Gold Exchange Standard
Under a gold exchange standard a nation’s unit of money is
convertible at an official rate into a unit of money of a pure gold standard
nation—that is, a nation that maintains the convertibility of its unit of money
into gold at an official rate.
A gold exchange standard became a popular monetary standard after World War I
when many nations could not marshal the gold reserves to support a gold
standard. In 1922 Britain proposed at a Genoa conference the adoption of an
international monetary system organized with major nations holding reserves only
in gold and the remaining nations holding reserves in foreign currencies.
Governments (or central banks) would hold reserves to redeem domestic currencies
at official rates as a means of guaranteeing currency value. Although the
adoption of an international monetary system failed to materialize from the
Genoa conference, many countries individually went on a gold exchange standard.
Nations of the British Commonwealth often defined their currencies in terms of
the British pound. Other nations defined their currencies in terms of the
currencies of nations they were dependent upon politically. The gold exchange
standard of the post–War World I era ended when the world’s major trading
partners abandoned the gold standard early in the 1930s.

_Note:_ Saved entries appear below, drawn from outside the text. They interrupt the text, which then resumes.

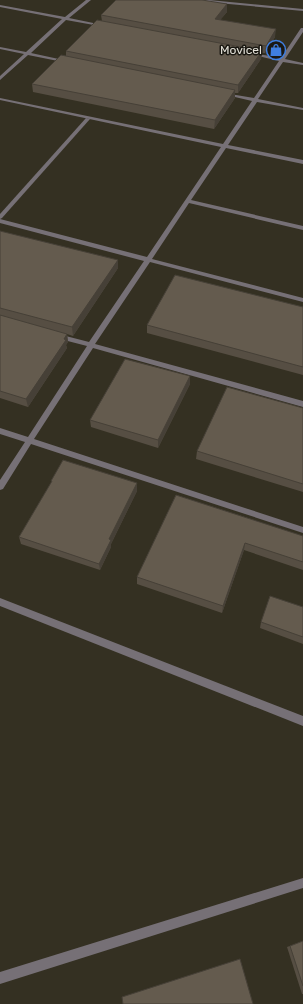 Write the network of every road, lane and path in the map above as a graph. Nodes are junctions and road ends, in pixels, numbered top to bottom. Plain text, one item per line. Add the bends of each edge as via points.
1 (89, 0) edge
2 (196, 0) edge
3 (0, 6) edge
4 (303, 10) edge
5 (65, 19) junction
6 (112, 28) edge
7 (303, 29) edge
8 (0, 48) edge
9 (242, 52) edge
10 (28, 54) junction
11 (281, 60) junction
12 (73, 63) edge
13 (303, 64) edge
14 (0, 79) edge
15 (217, 92) edge
16 (0, 99) edge
17 (255, 100) junction
18 (303, 109) edge
19 (88, 119) junction
20 (225, 146) junction
21 (303, 162) edge
22 (189, 201) junction
23 (0, 217) edge
24 (0, 221) edge
25 (303, 228) edge
26 (149, 261) junction
27 (303, 300) edge
28 (53, 334) edge
29 (91, 345) junction
30 (303, 404) edge
31 (0, 431) edge
32 (30, 441) junction
33 (0, 487) edge
34 (303, 530) edge
35 (0, 602) edge
36 (303, 721) edge
37 (303, 883) edge
38 (0, 978) edge

1 - 5 street
2 - 4 street
3 - 5 street
5 - 6 street
5 - 10 street
7 - 11 street
8 - 10 street
9 - 11 street
10 - 12 street
10 - 14 street
11 - 13 street
11 - 17 street
15 - 17 street
16 - 19 street
17 - 18 street
17 - 20 street
19 - 20 street
19 - 23 street
20 - 21 street
20 - 22 street
22 - 25 street
22 - 26 street
24 - 26 street
26 - 27 street
26 - 29 street
28 - 29 street
29 - 30 street
29 - 32 street
31 - 32 street
32 - 33 street
32 - 34 street
35 - 36 street
37 - 38 street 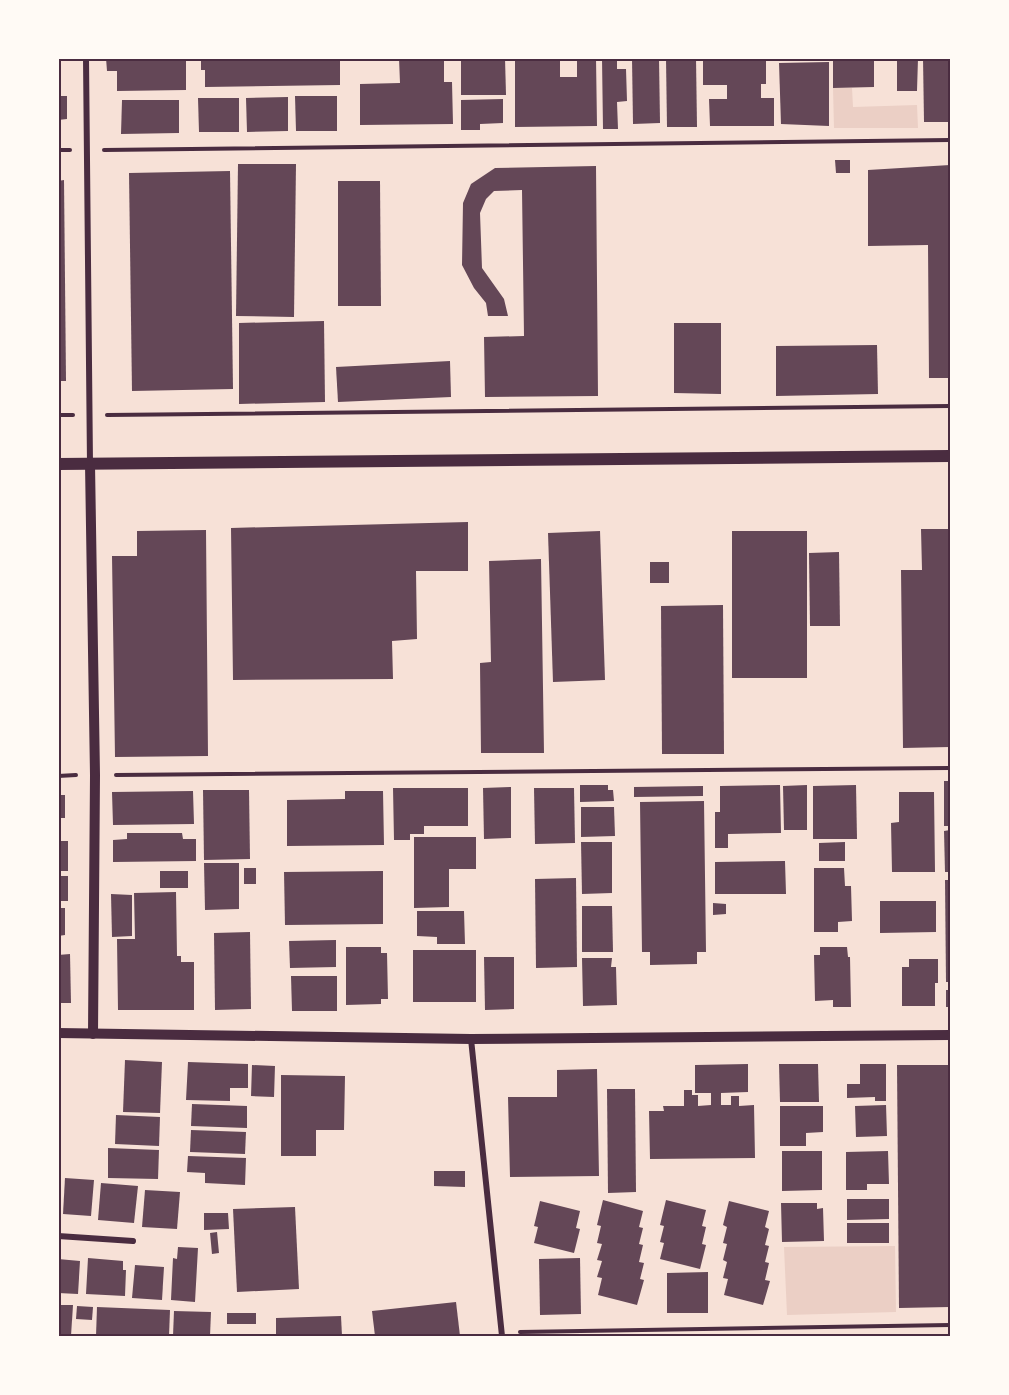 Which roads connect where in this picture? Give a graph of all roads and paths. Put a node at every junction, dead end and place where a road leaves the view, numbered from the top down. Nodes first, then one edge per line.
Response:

Critics of the gold exchange standard following World War I and World War II
contend that it encouraged dominant nations to incur balance of payments
deficits as a method of infusing the rest of the world with additional monetary
reserves. Britain ran balance of payments deficits in the post–World War I era
and the United States ran balance of payments deficits under the Bretton Woods
system. A balance of payments deficit allows a nation to buy goods and
investments from the rest of the world with payment in domestic currency never
used to claim domestic goods. Historically, the gold exchange standard helped
the world maintain the discipline of a gold standard when world supplies of gold
were not keeping pace with the need for international monetary reserves.